Department of Biomedical Sciences, Humanitas University, Pieve Emanuele, Milan, Italy (M.G., A.S., M.C., L.N., P.P.L., G.M., A.O., F.C., D.R., G.G., O.C., G.G.S., G.C., B.R., A.M., A.C.).
IRCCS Humanitas Research Hospital, Rozzano, Milan, Italy (M.G., A.S., M.C., L.N., P.P.L., G.M., A.O., F.C., D.R., G.G., O.C., G.G.S., G.C., B.R., A.M., A.C.).
Circ Cardiovasc Interv. 2023 Dec;16(12):e013232. doi: 10.1161/CIRCINTERVENTIONS.123.013232. Epub 2023 Oct 24.
Drug-coated balloons (DCB) are an emerging tool for modern percutaneous coronary intervention (PCI), but evidence on their use for de novo lesions on large vessels is limited.
Consecutive patients undergoing DCB-based PCI on the left anterior descending artery in 2 Italian centers from 2018 to 2022 were retrospectively enrolled and compared with patients who received left anterior descending PCI with contemporary drug-eluting stents (DES). In-stent restenosis was excluded. The DCB group included both patients undergoing DCB-only PCI and those receiving hybrid PCI with DCB and DES combined. The primary end point was target lesion failure at 2 years, defined as the composite of target lesion revascularization, cardiac death, and target vessel myocardial infarction.
We included 147 consecutive patients undergoing DCB-based treatment on the left anterior descending artery and compared them to 701 patients who received conventional PCI with DES. In the DCB group, 43 patients (29.2%) were treated with DCB only and 104 (70.8%) with a hybrid approach; DCB length was greater than stent length in 55.1% of cases. Total treated length was higher in the DCB group (65 [40-82] versus 56 [46-66] mm; =0.002), while longer DESs were implanted (38 [24-62] versus 56 [46-66] mm; <0.001) and a higher rate of large vessels were treated (76.2% versus 83.5%; =0.036) in the DES cohort. The cumulative 2-year target lesion failure incidence was not significantly different between the 2 groups (DCB, 4.1% versus DES, 9.8%; hazard ratio, 0.51 [95% CI, 0.20-1.27]; =0.15). After a 1:1 propensity score matching resulting in 139 matched pairs, the DCB-based treatment was associated with a lower risk for target lesion failure at 2 years compared with DES-only PCI (hazard ratio, 0.2 [95% CI, 0.07-0.58]; =0.003), mainly driven by less target lesion revascularization.

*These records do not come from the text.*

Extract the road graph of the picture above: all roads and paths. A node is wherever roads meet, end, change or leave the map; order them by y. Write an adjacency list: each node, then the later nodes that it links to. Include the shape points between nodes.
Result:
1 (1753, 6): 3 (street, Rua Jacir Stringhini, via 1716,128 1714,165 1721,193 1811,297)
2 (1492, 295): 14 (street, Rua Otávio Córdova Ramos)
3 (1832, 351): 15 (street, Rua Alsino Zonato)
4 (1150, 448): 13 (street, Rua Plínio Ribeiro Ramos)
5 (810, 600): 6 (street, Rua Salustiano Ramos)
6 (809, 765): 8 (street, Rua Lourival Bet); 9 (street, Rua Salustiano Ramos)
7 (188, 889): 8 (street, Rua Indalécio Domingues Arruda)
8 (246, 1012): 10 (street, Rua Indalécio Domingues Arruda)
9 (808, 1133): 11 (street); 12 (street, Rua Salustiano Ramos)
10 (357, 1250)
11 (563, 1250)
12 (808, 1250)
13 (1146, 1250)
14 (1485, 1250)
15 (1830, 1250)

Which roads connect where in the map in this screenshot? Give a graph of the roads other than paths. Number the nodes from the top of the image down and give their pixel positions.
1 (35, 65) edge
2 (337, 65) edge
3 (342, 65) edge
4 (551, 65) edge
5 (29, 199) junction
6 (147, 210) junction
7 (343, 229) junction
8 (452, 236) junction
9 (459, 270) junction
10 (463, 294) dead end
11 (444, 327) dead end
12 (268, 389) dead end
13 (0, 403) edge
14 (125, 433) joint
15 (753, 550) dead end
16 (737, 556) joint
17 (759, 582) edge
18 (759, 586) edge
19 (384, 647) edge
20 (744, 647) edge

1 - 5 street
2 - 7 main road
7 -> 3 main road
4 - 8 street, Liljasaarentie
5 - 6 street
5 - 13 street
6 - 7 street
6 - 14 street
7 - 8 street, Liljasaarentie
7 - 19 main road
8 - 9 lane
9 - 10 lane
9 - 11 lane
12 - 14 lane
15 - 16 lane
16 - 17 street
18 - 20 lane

A DCB-based treatment approach for left anterior descending revascularization allows a significantly reduced stent burden, thereby potentially limiting target lesion failure risk at midterm follow-up.
药物涂层球囊(DCB)是现代经皮冠状动脉介入治疗(PCI)的一种新兴工具,但关于其在大血管新发病变中的应用证据有限。
回顾性纳入 2018 年至 2022 年期间在意大利的 2 个中心接受基于 DCB 的 PCI 治疗的左前降支连续患者,并与接受现代药物洗脱支架(DES)治疗的患者进行比较。排除支架内再狭窄。DCB 组包括仅接受 DCB 治疗的患者和接受 DCB 和 DES 联合治疗的杂交 PCI 的患者。主要终点是 2 年时的靶病变失败,定义为靶病变血运重建、心源性死亡和靶血管心肌梗死的复合终点。
我们纳入了 147 例接受基于 DCB 的左前降支治疗的连续患者,并与 701 例接受 DES 常规 PCI 的患者进行了比较。在 DCB 组中,43 例(29.2%)患者仅接受 DCB 治疗,104 例(70.8%)患者接受杂交治疗;55.1%的病例中 DCB 长度大于支架长度。DCB 组的总治疗长度较高(65 [40-82] 与 56 [46-66];=0.002),而植入的 DES 更长(38 [24-62] 与 56 [46-66];<0.001),治疗的大血管比例更高(76.2%与 83.5%;=0.036)。两组的 2 年累积靶病变失败发生率无显著差异(DCB 组为 4.1%,DES 组为 9.8%;风险比,0.51[95%CI,0.20-1.27];=0.15)。在进行 1:1 倾向评分匹配后得到 139 对匹配后,与仅 DES 组相比,基于 DCB 的治疗在 2 年时靶病变失败的风险较低(风险比,0.2[95%CI,0.07-0.58];=0.003),主要是由于靶病变血运重建减少。
左前降支血运重建的 DCB 治疗方法可显著降低支架负荷,从而可能降低中期随访时靶病变失败的风险。